Blogger Bob Wolfe said...

Most of what Mike says makes sense. But his comment on technology is a gross generalization. Corporations do not re-write their applications every year to take advantage of new technology for a plethora of reasons, but rarely because they lack the expertise to do so.

Applications are not re-written in new technologies because the existing ones do the job exceedingly well. If your car was running perfectly, would you take it into the shop for a tuneup because your mechanic bought a new set of wrenches?

Often, new technologies don't perform specific functions quite as well as older technologies (gasp! he speaketh blasphemy!!). For example.....COBOL is far more adept at sorting massive amounts of data than C# or VB.NET. Corporations have massive amounts of data. If your mechanic bought a brand new torque wrench, that wouldn't justify using it as a hammer to pound out a dent in the body of your car. It's referred to as "using the correct tool for the task at hand" or use the correct technology for the IT task at hand.
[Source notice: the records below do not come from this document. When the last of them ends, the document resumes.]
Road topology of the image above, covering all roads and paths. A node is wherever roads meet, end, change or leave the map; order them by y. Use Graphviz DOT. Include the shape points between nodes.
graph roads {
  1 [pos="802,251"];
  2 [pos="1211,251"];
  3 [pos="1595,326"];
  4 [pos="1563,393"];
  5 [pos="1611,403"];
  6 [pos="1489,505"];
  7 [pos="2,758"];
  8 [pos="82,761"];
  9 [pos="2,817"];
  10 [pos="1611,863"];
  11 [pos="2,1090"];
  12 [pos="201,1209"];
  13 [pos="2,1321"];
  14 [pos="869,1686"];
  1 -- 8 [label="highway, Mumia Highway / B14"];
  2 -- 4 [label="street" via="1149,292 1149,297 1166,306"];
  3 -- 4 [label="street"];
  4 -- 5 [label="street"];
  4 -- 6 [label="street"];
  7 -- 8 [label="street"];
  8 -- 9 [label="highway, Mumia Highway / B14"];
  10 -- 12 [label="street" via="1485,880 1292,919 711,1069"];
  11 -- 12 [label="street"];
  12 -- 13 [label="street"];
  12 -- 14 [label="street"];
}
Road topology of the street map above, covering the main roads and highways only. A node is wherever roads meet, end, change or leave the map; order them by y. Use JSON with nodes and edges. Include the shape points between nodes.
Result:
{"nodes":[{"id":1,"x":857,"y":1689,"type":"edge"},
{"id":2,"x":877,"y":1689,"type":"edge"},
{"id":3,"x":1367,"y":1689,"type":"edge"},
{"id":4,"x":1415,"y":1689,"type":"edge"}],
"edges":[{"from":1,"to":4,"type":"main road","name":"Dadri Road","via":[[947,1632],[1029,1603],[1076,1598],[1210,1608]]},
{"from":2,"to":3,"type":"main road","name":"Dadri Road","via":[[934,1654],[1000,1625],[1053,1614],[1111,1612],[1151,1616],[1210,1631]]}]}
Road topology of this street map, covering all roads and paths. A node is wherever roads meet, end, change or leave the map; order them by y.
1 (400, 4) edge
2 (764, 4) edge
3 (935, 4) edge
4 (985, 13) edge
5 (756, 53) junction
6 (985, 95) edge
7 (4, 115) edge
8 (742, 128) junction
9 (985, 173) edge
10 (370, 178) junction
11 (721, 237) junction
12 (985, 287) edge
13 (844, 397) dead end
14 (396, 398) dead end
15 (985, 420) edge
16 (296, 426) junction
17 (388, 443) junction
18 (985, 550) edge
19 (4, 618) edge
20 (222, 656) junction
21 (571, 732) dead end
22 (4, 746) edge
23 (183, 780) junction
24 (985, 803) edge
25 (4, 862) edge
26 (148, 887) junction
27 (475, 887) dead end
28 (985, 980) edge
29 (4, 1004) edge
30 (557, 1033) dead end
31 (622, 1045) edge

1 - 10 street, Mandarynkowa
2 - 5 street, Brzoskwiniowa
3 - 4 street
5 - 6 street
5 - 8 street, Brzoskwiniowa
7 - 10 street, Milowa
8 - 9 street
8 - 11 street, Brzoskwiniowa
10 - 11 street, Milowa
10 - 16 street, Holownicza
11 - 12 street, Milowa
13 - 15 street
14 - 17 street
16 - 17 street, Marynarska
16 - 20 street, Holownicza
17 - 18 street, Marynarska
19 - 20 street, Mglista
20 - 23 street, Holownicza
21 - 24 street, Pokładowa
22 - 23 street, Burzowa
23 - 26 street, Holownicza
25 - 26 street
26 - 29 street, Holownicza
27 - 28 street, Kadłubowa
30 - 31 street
And about new technologies.....why does every so-called "industry expert" assume that "new means good and old means bad" in the technology arena. The only thing that you can absolutely state is that "new means unproven and old means proven" in the tech world. Would you rather fly on a 40 year old 747 or a shiny brand new experimental aircraft....I'll take the 747, thank you very much.

The final comment is on business reasons for keeping existing technology. Replacing technology for the sake of implementing new technology makes no sense at all. Aren't we speaking about businesses here? Don't businesses have to cost justify their decisions? Often older technology is maintained because it is exceedingly expensive to re-write applications and unless there is a quantifiable and definitive cost justification for re-writing an application, it should not be done....period.

So Mike, while I agree with your comments regarding tenure, please leave the technology issues for the experts who are tasked with implementing it and not for the consultants who are able to write reports but are incapable of putting large-scale systems into operation.

11:38 AM  
Blogger Fred H Schlegel said...

On the whole I agree. But I am curious. The long tenured under-performer vs short time over-performer is a relatively easy judgement call on attacking the tenure system. What about comparing the two over-performers one long tenure one short. Does the long-timer get preference because of loyalty at that point?